Does radical religion sway the Republican Party now more than it has in the past? Phillips balanced voter totals from the 1984 and 2004 presidential elections. He discovered that George W. Bush, “America’s preacher in chief,” performed better or almost as well as Ronald Reagan in only ten states. The first four, Alabama, West Virginia, Kentucky, and Tennessee, Phillips writes, typify “fundamentalist and evangelical strongholds notable for their unimpressive rankings in education, mental health, child poverty, and homicide rate.” More generally, federal voter turnout soared among southern churchgoers in 2004, when the top seven GOP Senate leaders earned perfect ratings from the Christian Coalition.
But can an American theocracy be reasonably inferred from the author’s data? For Phillips, our current foreign policies suggest “connections among the war on terror, the rapture, the end of times, Armageddon and the thinly disguised U.S. crusade against radical Islam.” But one need not be a Christian, less said a fundamentalist, to harbor serious misgivings about Islam. And, while it might be true that both powerful Republicans and the Christian Right tend to “oppose regulation and justify . . . relative laissez-faire,” and that “Christian Reconstructionists go even further, abandoning most economic regulation in order to prepare the moral framework for God’s return,” politicians have always employed theological rhetoric as a means of developing or expanding popular support for their international and domestic agendas.
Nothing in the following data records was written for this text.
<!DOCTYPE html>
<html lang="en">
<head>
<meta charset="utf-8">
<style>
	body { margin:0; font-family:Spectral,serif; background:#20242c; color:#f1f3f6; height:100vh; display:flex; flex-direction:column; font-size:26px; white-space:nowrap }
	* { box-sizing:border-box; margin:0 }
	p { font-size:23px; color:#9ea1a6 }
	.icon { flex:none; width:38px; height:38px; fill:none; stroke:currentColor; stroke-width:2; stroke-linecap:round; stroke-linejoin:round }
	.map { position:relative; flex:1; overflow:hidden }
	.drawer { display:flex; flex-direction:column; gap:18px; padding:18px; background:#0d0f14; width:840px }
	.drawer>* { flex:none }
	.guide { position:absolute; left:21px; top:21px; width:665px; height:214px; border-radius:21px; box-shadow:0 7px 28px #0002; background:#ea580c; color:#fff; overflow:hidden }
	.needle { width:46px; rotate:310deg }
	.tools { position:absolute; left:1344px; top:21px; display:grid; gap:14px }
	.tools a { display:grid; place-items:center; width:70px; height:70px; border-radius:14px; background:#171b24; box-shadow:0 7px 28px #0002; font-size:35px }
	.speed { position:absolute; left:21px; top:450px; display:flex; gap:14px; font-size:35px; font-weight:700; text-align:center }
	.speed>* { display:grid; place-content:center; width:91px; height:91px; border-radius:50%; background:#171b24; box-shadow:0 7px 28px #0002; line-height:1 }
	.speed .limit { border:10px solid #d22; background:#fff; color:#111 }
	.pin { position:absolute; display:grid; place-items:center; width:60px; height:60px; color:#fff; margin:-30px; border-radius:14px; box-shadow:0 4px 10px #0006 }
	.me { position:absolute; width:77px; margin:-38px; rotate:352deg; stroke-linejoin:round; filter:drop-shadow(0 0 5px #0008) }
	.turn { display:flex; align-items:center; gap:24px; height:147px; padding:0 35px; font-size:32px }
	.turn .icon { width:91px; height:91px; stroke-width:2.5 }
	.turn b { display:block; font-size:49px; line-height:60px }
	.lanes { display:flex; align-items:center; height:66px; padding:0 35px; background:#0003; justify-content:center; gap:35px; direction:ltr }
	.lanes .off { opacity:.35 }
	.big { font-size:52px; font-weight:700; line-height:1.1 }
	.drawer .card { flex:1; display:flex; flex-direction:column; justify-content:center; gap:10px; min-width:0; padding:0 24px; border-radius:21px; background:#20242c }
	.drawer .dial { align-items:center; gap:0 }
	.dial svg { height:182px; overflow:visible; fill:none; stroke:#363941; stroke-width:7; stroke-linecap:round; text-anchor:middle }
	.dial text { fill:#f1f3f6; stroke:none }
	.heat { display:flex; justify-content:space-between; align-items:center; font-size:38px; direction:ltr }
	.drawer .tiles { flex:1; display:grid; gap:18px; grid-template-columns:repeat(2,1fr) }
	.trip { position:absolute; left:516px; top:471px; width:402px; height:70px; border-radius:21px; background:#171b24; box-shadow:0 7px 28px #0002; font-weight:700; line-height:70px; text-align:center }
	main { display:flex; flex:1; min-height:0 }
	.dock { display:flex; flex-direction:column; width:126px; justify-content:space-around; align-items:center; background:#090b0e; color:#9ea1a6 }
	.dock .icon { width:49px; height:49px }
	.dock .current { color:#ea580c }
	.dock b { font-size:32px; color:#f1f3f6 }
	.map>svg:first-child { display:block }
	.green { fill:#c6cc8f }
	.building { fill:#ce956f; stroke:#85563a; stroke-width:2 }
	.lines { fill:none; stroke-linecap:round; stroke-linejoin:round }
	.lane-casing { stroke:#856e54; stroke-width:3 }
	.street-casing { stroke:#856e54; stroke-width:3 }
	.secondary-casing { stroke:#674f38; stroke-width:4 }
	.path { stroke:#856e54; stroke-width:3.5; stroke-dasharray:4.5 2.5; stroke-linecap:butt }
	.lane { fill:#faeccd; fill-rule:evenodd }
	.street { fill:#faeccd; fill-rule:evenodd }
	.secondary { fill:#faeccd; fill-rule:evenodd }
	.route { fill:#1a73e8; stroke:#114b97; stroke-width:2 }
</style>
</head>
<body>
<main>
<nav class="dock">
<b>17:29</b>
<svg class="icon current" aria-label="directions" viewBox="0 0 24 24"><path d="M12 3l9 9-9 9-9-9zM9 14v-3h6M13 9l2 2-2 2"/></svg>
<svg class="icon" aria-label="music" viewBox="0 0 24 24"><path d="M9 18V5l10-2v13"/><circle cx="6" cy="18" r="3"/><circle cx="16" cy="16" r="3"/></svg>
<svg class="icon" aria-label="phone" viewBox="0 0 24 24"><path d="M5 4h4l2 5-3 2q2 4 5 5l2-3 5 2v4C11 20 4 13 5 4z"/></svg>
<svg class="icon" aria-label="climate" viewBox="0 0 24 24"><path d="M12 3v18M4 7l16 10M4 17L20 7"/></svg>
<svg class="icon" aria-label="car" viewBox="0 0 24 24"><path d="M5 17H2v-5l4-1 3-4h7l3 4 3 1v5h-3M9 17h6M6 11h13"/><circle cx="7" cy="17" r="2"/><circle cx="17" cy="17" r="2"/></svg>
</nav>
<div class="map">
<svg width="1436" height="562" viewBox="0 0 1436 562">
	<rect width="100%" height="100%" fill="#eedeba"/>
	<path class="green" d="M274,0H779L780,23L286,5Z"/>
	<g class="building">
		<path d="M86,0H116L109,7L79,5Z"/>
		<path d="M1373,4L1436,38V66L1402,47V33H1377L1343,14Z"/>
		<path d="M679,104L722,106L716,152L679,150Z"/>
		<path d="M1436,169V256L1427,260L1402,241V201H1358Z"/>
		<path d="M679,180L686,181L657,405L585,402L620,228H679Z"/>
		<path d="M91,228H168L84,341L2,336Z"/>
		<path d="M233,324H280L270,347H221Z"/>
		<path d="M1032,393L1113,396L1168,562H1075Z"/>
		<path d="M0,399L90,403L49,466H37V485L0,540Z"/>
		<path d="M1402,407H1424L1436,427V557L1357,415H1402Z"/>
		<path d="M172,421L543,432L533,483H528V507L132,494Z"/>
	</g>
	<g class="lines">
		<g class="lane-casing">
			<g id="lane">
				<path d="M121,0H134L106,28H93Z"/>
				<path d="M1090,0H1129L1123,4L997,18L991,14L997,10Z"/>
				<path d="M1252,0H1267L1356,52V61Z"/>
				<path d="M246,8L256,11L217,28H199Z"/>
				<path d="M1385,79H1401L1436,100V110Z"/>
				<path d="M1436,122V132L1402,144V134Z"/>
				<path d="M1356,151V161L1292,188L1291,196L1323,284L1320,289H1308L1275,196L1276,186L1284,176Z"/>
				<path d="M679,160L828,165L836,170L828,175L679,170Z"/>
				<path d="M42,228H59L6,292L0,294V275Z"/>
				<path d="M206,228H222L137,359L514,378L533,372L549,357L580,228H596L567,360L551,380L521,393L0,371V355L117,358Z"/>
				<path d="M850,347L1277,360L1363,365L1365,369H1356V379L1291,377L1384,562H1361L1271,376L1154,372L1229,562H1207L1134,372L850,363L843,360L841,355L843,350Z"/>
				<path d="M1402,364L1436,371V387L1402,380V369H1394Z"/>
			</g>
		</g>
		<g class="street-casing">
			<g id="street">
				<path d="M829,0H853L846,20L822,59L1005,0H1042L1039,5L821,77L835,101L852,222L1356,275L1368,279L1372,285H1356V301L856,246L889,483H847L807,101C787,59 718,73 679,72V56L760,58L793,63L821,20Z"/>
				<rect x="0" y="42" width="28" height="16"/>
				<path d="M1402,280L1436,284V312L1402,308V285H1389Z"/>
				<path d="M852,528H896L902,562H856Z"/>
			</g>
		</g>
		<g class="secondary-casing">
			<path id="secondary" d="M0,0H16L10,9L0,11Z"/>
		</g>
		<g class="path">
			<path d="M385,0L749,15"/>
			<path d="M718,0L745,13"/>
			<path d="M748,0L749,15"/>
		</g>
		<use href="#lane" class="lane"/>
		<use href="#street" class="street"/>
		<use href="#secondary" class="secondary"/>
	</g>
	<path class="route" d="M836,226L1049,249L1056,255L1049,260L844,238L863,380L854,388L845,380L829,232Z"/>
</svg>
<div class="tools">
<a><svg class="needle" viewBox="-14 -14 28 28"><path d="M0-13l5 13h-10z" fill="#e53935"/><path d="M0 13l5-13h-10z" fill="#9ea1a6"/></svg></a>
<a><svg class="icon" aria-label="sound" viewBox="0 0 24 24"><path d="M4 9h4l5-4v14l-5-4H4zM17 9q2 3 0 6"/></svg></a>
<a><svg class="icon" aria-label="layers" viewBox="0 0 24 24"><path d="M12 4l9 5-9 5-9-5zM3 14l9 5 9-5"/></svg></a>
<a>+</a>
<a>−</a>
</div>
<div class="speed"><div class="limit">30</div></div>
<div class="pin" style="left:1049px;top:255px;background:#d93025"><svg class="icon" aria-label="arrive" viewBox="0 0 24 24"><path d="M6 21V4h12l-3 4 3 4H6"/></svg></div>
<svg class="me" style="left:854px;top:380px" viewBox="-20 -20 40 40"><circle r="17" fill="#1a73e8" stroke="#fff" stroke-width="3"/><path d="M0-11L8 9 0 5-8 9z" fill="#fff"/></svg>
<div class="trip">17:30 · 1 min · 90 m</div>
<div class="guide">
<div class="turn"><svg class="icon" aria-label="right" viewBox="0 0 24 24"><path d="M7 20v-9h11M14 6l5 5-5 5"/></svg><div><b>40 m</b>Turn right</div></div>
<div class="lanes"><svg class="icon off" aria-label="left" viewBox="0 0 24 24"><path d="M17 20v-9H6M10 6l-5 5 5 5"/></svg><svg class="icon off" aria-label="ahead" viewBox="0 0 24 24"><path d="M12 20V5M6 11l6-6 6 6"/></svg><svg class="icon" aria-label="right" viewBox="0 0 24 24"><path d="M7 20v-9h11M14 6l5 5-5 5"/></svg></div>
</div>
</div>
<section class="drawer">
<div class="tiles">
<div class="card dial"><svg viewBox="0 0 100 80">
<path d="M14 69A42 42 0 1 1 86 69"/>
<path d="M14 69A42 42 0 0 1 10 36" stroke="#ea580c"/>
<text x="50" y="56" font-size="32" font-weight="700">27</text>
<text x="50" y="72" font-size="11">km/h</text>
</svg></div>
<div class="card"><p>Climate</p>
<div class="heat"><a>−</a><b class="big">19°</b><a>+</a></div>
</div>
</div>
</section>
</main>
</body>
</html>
On the other hand, the GOP’s infamous anti-science, anti-gay, misogynistic, and pro-embryonic obsessions are much harder to defend on purely political grounds. Such policies appear to have no rational objective beyond the manipulation and appeasement of the Party’s most loyal and religious constituencies. Still, the American people and not church hierarchies have remained responsible for both expressing their preferences and effecting these platforms and policies.
Phillips has capably demonstrated the extent to which American government both resembles and represents its polity. Such is the raison d’etre of any authentic democracy, after all. The author has failed, however, to verify the existence of an American theocracy, at least insofar as theocracy is incompatible with popular rule. Might a valuable lesson lie in this distinction? If secularists are disappointed with the present course of their democracy, maybe they should sever their safe and antiseptic dependence upon intellectual and legal institutions, drop the hyperbole, and—perish the thought—pluck a page or two from Christian evangelism’s well-worn and sweat-soaked handbook: save the condescending smirks, hit the pavement, knock on some doors and join the fray.